By indiabroadcast
Friday Nov 16 4:45 PM
Mumbai: Born and raised in the Capital, cinematographer Sachin Krishn started his career as a journalist covering civic issues. It was his fascination for still photography that resulted in him enrolling for a course in cinematography at the FTII in Pune. A hardcore Hindi movie buff, his time at the institute, he says, is what changed his world.Friday Nov 16 4:45 PM
“Within the first week of my joining the institute, they were showing Seven Samurai. As the film started unspooling, within first half hour or so I realised Sholay was better. It’s like gang of 40 people and he is going to circle each one of them and it will take four hours. I walked out. At the end of second year, I saw Seven Samurai again and this time, I was hooked and stunned. That is how perception of cinema changes completely,” says Krishn.
Just months after passing out, Krishn was offered to shoot a masala Bollywood film by producer Ismail Shroff who was impressed with his diploma film.
But days into the shoot, he realised this wasn't the way he was meant to work. It did no justice to what he'd learnt at the Institute. So right after completing the first schedule, he excused himself from the project.
“I had been there in the institute for three years and by that time my mind was in the Kieslowsky and Travosky mood, like any other fresh institute pass out. I could not reconcile with the hardcore Bollywood film where the actors walk in slow motion and you have to backlit her every time and zoom in on any expression that matters,” says Krishn.
Avoiding typical potboilers which he cannot still relate to, Krishn cut his teeth shooting television soaps. The big film break came with Sourabh Narang's horror piece Vaastu Shastra, but it was his work on Vishal Bharadwaj's Blue Umbrella that made the industry sit up and take notice.
Blue Umbrella wasn't an easy film to shoot - freezing weather and difficult lighting conditions made it a gruelling shoot, but the beauty of Himachal and the tenderness of the story was well captured.
Despite the film's massive delay in release, the offers came pouring in. Krishn followed it up with Onir's Bas Ek Pal and Meghna Gulzar's Just Married. Coming up next, Sudhir Mishra's Khoya Khoya Chand.
“Blue Umbrella is set in a village. It’s a feel-good, feel-bad film, it’s a children’s film. Bas Ek Pal was very metropolitan film which required sophisticated look. Vaastu Shastra is where the camera is the protagonist which is meant to shake people. Khoya Khoya Chand is like a classical genre, the approach changes completely and that’s is the fun of it. I would not like to just follow with one genre and master it,” says Krishn.
Currently shooting Mishra's new film Tera Kya Hoga Johnny, Krishn will slip behind the lens for Onir's next, My Brother's Bride and Sourabh Narang's horror flick K-11. Unlike other cinematographers who bide their time in between features shooting ad-films, Krishn has no interest in commercials. The money may be good, but he says he doesn't enjoy the job.

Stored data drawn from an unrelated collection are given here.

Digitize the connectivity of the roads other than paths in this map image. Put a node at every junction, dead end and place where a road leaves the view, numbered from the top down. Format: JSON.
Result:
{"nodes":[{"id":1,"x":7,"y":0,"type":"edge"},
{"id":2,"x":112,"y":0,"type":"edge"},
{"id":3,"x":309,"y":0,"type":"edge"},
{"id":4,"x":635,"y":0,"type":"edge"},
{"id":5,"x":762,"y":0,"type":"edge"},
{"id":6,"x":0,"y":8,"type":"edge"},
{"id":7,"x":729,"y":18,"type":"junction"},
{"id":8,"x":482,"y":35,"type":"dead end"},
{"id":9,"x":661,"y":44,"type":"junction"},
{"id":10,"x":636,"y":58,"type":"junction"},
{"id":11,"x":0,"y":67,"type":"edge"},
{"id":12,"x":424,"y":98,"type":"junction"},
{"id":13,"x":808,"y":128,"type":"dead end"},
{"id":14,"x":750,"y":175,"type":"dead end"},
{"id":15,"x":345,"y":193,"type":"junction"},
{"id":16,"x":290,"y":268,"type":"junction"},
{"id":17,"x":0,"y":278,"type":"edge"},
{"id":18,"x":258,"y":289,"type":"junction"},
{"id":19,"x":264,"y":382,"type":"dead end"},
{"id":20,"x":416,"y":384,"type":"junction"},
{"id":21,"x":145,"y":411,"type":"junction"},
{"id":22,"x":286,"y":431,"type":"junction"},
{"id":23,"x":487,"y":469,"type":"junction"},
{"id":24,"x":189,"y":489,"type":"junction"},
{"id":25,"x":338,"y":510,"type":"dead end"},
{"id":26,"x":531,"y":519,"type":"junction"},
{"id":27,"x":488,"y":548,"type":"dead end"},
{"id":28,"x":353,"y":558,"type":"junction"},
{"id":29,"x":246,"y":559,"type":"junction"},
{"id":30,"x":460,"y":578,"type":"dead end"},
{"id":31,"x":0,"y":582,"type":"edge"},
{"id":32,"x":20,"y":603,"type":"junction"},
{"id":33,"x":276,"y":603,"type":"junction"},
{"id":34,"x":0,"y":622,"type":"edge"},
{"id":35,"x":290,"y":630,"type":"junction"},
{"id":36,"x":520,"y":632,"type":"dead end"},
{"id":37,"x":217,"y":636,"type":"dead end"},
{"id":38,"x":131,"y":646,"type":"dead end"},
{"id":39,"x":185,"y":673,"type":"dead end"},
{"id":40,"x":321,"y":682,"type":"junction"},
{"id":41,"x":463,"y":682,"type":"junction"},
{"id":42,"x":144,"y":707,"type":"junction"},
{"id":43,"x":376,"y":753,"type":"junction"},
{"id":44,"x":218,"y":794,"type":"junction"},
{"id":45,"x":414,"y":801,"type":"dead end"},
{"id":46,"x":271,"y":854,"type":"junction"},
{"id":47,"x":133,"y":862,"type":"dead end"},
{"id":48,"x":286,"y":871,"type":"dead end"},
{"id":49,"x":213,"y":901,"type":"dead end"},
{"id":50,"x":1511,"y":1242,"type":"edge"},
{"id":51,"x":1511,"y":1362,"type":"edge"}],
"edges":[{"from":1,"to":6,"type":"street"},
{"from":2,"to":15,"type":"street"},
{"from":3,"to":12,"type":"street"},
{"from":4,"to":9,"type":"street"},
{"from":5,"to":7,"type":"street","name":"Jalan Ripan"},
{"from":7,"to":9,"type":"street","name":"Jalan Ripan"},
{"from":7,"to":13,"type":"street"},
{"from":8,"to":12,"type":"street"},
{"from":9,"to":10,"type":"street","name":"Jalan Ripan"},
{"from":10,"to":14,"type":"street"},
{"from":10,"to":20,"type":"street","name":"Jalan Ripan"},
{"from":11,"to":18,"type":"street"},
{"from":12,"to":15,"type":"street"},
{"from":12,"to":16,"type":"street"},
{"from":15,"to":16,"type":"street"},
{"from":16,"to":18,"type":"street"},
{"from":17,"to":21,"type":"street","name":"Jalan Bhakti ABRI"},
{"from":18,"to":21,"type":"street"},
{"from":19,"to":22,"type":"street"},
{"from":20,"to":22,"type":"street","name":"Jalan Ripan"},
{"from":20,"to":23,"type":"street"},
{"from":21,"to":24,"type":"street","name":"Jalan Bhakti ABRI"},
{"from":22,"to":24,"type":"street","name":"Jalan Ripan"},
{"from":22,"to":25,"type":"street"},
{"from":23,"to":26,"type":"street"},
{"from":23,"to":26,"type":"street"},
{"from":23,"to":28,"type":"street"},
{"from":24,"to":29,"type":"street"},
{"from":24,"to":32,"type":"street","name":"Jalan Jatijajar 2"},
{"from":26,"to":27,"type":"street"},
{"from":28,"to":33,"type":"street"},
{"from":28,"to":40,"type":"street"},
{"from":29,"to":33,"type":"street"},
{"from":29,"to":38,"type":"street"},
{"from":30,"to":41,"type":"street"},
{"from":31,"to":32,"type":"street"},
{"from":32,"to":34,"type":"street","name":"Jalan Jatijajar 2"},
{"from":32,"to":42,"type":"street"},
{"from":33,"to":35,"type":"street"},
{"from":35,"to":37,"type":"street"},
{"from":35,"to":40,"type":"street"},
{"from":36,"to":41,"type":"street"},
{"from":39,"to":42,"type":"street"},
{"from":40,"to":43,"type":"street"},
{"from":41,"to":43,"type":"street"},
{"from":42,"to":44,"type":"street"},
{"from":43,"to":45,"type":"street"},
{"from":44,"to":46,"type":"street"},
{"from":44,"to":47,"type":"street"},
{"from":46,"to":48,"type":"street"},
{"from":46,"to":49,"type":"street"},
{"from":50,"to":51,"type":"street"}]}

“The only commercial that I have shot is with Vishal Bharadwaj. When we were shooting, we had the client telling us to light up the product, put a spotlight on that name and the client would ask if we can make the name more glossier and both me and Vishal were looking at each other, thinking, this kind of money is really difficult. So, I thought that was the first and last ad film for me in long time,” he says.
The big dream for him is film direction, but that’s only when he chances upon a story that he's itching to tell.
Until then, it's lights and camera, and of course setting the mood for some of the most interesting films that come his way.